Skip to content

Structured Concurrency — Optimize

← Back

errgroup is the right tool for almost every fan-out/fan-in problem in Go. But "almost every" is not "every". This page covers the cases where errgroup overhead is measurable, where its semantics are wrong for the workload, and where a different primitive is a better fit.
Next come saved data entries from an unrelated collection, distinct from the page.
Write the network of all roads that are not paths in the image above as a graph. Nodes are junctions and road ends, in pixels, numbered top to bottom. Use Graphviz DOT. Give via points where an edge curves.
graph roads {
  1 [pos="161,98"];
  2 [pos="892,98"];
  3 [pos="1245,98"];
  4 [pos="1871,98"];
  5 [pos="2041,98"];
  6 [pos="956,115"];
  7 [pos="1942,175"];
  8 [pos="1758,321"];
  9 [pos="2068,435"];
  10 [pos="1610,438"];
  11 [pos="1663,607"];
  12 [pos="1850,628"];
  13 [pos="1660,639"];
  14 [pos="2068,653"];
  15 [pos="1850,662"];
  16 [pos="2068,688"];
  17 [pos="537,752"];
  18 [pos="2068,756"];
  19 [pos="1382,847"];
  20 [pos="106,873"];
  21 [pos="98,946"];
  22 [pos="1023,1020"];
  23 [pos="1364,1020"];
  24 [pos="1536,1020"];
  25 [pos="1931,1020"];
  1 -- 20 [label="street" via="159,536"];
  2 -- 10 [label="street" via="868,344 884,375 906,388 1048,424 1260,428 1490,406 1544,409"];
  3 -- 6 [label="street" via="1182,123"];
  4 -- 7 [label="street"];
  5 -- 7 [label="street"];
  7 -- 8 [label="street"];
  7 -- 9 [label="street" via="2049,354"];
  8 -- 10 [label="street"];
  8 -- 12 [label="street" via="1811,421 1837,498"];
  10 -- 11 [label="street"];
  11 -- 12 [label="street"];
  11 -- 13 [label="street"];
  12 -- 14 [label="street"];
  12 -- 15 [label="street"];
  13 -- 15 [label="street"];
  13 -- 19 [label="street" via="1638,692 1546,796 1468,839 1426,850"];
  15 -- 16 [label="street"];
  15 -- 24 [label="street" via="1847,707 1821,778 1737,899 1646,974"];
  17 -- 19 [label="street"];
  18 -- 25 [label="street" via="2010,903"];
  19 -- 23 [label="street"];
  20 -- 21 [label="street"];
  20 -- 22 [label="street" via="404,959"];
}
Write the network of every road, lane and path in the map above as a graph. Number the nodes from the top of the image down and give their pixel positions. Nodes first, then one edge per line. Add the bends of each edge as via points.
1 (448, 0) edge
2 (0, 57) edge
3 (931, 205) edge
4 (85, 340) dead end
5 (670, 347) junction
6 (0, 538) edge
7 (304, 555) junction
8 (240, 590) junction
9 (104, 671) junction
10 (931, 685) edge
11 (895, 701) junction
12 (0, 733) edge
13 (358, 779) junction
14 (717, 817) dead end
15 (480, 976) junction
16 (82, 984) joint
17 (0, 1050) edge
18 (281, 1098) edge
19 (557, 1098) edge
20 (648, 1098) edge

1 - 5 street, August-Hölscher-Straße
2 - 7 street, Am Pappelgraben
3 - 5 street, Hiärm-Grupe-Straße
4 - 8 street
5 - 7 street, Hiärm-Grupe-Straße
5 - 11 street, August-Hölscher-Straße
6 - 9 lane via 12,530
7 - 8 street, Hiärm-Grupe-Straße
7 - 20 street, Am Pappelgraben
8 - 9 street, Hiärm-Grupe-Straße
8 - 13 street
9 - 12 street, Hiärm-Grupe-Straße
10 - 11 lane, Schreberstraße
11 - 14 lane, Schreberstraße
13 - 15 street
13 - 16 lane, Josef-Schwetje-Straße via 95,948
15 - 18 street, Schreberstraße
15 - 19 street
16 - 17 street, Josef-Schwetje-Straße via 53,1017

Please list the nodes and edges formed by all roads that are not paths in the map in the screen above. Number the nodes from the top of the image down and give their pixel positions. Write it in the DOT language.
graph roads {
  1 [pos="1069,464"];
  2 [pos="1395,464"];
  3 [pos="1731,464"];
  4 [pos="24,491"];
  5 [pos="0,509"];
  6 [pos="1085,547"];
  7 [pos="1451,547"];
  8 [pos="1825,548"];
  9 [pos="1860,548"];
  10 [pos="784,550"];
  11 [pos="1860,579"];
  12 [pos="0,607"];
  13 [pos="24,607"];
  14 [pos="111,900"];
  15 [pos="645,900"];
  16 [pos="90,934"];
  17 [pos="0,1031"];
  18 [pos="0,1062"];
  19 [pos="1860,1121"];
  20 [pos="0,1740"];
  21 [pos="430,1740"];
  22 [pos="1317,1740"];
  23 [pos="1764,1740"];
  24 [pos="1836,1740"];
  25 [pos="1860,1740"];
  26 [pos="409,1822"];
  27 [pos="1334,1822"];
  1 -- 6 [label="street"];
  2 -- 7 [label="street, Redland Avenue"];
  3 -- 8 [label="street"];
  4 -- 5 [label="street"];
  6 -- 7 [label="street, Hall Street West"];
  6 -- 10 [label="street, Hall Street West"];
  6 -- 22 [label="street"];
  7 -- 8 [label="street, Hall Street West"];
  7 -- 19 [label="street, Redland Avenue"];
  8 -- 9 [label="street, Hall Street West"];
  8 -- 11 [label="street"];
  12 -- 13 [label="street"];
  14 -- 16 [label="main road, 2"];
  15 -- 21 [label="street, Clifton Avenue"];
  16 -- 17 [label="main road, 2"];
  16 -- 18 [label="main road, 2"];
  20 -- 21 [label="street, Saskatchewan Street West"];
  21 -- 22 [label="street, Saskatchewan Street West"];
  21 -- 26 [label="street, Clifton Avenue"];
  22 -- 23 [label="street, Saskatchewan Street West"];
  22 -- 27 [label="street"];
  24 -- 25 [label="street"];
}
1. Where the overhead actually lives

errgroup.Group is built on top of sync.WaitGroup, sync.Once, and (when WithContext is used) a cancellable context. The per-goroutine cost over a bare WaitGroup is:

  • One chan send/receive into the semaphore when SetLimit is active.
  • One sync.Once.Do check on the error path.
  • One context.WithCancelCause derivation up front (constant, not per-goroutine).

For a quick sanity check:

func BenchmarkBareWG(b *testing.B) {
    for i := 0; i < b.N; i++ {
        var wg sync.WaitGroup
        wg.Add(4)
        for j := 0; j < 4; j++ {
            go func() { defer wg.Done(); doWork() }()
        }
        wg.Wait()
    }
}

func BenchmarkErrgroup(b *testing.B) {
    for i := 0; i < b.N; i++ {
        var g errgroup.Group
        for j := 0; j < 4; j++ {
            g.Go(func() error { doWork(); return nil })
        }
        _ = g.Wait()
    }
}

On Apple M-class silicon, the gap is on the order of tens of nanoseconds per group when doWork is empty. Add any real I/O and the difference vanishes into noise.

Rule of thumb. Pick errgroup for clarity by default. Reach for raw WaitGroup only when benchmarks show a hot loop spending measurable time in group overhead — almost never the case for I/O-bound or even CPU-bound work that takes more than a microsecond.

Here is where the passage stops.